Thursday 19 July, 6.00-7.30pm, Sydney Law School
In 2016, life expectancy at birth in the United States fell for the second year in a row. Since his inauguration in 2017, President Trump and his administration have taken a number of actions that arguably weaken America’s public health infrastructure.
At the same time, the Unites States remains one of the world’s great innovators. With 52 States and more than 89,000 local and city governments, the United States frequently functions as a social laboratory for social policies, and public health laws and practices. While constrained in some areas by its constitutional design, the United States remains a leader: its influence and innovations in public health law cannot be ignored.
What can Australia learn from recent American experience with public health law and regulation? What are the good ideas? What should be avoided?

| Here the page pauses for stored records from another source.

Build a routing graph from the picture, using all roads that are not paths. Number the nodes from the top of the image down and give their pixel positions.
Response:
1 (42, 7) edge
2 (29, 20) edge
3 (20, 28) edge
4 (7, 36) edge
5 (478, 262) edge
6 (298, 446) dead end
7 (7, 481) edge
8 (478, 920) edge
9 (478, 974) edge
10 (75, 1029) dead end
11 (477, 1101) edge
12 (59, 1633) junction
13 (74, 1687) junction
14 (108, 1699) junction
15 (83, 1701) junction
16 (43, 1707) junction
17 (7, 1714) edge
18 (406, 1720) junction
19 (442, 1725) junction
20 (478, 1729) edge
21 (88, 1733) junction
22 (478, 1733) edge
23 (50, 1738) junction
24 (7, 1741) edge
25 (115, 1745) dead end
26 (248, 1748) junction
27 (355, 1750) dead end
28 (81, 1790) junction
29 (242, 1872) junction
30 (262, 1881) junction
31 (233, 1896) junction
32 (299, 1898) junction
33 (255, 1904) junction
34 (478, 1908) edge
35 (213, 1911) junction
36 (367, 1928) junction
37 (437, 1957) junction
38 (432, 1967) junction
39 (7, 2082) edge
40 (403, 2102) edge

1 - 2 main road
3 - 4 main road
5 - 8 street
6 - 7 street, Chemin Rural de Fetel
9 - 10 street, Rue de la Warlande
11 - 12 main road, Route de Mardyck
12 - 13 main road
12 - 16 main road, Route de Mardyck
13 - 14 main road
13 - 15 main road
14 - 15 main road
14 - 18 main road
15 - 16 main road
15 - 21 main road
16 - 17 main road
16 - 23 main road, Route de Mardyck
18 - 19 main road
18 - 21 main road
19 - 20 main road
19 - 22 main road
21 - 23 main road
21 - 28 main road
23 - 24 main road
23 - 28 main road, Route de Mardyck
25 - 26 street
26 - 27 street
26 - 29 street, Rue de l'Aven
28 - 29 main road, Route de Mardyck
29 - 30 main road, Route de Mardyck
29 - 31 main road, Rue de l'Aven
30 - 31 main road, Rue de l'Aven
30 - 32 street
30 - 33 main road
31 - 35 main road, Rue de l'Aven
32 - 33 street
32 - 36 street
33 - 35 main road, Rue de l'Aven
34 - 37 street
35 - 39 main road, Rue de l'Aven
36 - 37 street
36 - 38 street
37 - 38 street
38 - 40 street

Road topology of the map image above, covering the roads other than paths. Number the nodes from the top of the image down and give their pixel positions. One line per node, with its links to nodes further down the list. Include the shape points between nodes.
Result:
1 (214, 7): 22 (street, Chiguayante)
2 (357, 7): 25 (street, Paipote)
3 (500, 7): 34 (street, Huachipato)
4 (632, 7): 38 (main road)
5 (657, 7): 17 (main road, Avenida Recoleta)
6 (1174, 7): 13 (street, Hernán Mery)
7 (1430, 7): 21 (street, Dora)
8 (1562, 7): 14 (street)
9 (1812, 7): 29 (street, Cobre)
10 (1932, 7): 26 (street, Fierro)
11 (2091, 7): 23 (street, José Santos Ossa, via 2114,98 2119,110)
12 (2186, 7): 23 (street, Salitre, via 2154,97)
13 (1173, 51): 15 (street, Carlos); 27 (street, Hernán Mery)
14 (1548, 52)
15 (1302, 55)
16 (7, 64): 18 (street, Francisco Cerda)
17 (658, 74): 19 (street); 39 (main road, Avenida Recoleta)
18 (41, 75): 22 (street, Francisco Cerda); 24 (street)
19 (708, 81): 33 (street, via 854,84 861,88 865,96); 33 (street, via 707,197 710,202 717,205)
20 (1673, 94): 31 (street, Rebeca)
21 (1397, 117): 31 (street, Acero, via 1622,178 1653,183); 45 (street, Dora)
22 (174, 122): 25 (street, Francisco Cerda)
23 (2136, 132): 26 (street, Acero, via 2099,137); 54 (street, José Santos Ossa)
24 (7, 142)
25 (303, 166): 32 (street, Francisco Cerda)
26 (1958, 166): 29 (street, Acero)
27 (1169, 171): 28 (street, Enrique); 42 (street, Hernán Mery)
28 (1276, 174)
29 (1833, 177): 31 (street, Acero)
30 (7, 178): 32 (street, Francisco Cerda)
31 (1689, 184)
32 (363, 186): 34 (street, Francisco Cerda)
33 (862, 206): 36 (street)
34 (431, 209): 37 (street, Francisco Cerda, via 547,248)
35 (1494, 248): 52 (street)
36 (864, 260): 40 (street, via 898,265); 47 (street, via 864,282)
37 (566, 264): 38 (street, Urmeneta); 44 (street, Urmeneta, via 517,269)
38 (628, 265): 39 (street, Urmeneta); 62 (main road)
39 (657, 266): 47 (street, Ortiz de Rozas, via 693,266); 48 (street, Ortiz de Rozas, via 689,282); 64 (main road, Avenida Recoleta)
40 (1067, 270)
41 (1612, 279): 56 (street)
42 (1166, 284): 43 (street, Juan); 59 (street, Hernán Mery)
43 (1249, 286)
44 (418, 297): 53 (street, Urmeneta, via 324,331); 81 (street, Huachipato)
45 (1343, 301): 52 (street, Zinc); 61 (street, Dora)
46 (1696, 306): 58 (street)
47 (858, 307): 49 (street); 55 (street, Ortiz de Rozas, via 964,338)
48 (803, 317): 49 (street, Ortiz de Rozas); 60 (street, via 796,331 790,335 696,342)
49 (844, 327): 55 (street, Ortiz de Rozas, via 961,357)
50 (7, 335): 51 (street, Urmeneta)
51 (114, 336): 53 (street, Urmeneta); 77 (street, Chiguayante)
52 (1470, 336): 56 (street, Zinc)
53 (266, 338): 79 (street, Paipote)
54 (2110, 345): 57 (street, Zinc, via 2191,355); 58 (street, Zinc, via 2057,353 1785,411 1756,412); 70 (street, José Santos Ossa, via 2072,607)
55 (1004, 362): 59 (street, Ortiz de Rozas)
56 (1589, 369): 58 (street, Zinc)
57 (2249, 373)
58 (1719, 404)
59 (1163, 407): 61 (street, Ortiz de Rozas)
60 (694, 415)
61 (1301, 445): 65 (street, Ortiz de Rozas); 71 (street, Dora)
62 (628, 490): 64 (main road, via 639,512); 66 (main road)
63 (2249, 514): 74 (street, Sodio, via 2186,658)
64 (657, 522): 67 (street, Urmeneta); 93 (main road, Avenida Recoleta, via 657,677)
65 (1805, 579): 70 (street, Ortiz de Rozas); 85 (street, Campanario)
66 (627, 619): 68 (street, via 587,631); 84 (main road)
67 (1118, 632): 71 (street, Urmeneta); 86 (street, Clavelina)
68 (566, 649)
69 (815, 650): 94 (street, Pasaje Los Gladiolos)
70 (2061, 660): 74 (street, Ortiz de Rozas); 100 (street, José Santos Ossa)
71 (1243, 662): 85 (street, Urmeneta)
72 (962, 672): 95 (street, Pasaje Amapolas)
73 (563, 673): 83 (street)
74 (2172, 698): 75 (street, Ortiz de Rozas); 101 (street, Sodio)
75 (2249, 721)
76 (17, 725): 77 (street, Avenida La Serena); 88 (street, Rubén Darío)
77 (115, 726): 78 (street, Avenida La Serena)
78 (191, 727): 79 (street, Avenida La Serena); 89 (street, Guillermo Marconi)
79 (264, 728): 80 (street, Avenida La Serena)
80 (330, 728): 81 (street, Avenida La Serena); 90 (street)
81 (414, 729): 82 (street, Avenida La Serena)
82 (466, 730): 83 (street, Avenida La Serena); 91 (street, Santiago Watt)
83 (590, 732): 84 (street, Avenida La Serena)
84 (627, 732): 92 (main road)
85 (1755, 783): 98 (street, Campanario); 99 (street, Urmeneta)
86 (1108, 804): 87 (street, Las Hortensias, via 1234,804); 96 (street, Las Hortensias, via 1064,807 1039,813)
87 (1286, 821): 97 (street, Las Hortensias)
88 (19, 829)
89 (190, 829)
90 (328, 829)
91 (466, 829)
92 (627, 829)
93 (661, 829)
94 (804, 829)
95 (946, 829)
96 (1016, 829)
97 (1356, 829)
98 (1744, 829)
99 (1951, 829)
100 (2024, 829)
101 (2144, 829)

How can Australian jurisdictions adapt the best American innovations and create an enabling legal and political environment for public health and wellbeing?
This seminar features presentations reviewing public health law and leadership in the United States, with particular reference to: communicable diseases and pandemic preparedness, non-communicable diseases, health care, injuries and global health leadership.
This seminar is co-hosted by the United States Studies Centre at the University of Sydney, and Sydney Law School.
This event features a keynote presentation by Professor Lawrence Gostin, who is the Linda and Timothy O’Neill Professor of Global Health Law, Georgetown University Law School, Washington DC, and Faculty Director of the O’Neill Institute for National and Global Health Law. Prof. Gostin is also the Director of the WHO Collaborating Center on National and Global Health Law.